Input material —
»»

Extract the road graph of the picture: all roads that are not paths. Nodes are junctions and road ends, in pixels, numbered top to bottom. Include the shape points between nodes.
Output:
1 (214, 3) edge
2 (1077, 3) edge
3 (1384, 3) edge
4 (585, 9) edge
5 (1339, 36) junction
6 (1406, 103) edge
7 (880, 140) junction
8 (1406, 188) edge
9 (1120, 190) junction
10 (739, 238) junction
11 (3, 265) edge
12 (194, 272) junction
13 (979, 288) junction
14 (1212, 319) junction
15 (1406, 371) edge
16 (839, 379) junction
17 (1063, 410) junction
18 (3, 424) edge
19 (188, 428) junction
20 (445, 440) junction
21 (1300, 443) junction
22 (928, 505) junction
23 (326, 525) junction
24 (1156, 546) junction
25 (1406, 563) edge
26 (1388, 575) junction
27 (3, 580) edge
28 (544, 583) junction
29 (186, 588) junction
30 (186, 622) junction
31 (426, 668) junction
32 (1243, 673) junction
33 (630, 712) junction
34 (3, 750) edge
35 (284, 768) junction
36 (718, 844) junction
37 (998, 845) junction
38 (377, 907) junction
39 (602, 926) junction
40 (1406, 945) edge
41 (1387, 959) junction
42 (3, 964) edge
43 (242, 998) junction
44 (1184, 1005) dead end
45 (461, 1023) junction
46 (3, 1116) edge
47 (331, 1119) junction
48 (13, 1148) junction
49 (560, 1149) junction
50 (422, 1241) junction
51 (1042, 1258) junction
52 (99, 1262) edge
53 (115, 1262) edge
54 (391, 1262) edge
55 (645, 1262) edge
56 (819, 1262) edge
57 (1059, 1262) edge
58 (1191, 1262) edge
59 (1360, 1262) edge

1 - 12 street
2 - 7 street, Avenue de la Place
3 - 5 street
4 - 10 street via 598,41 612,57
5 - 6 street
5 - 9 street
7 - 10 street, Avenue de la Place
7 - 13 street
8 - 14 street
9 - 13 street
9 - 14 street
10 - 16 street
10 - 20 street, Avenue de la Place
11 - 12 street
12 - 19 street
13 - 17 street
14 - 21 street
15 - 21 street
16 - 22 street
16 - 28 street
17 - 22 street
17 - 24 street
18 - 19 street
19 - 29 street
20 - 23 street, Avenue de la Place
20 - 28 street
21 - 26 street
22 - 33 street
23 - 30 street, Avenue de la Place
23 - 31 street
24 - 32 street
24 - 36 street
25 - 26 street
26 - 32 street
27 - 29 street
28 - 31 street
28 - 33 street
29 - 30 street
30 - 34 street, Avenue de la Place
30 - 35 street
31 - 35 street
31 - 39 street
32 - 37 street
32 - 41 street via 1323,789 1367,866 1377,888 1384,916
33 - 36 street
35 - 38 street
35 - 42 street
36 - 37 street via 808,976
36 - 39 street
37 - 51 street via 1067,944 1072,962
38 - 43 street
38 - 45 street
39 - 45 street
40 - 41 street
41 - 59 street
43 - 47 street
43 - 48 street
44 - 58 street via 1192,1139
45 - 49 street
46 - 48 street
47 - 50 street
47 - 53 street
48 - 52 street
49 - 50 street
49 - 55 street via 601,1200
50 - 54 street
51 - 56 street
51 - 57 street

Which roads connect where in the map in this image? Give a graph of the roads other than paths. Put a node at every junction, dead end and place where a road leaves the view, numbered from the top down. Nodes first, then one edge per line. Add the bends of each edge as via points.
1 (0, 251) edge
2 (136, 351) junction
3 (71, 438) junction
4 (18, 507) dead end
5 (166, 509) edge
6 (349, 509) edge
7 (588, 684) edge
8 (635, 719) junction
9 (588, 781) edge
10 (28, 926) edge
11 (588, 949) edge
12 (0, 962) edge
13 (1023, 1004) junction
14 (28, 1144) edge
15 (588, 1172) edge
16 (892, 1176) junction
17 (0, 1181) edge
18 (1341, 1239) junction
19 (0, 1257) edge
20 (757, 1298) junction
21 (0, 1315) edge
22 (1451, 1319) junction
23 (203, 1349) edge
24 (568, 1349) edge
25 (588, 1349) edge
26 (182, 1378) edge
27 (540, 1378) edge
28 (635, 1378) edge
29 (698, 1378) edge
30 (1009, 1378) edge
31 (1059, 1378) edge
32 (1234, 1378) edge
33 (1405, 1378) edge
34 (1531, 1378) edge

««

The task —
Report every line from the listing above where the string "road" can be found.

Answer space —
Extract the road graph of the picture: all roads that are not paths. Nodes are junctions and road ends, in pixels, numbered top to bottom. Include the shape points between nodes.
Which roads connect where in the map in this image? Give a graph of the roads other than paths. Put a node at every junction, dead end and place where a road leaves the view, numbered from the top down. Nodes first, then one edge per line. Add the bends of each edge as via points.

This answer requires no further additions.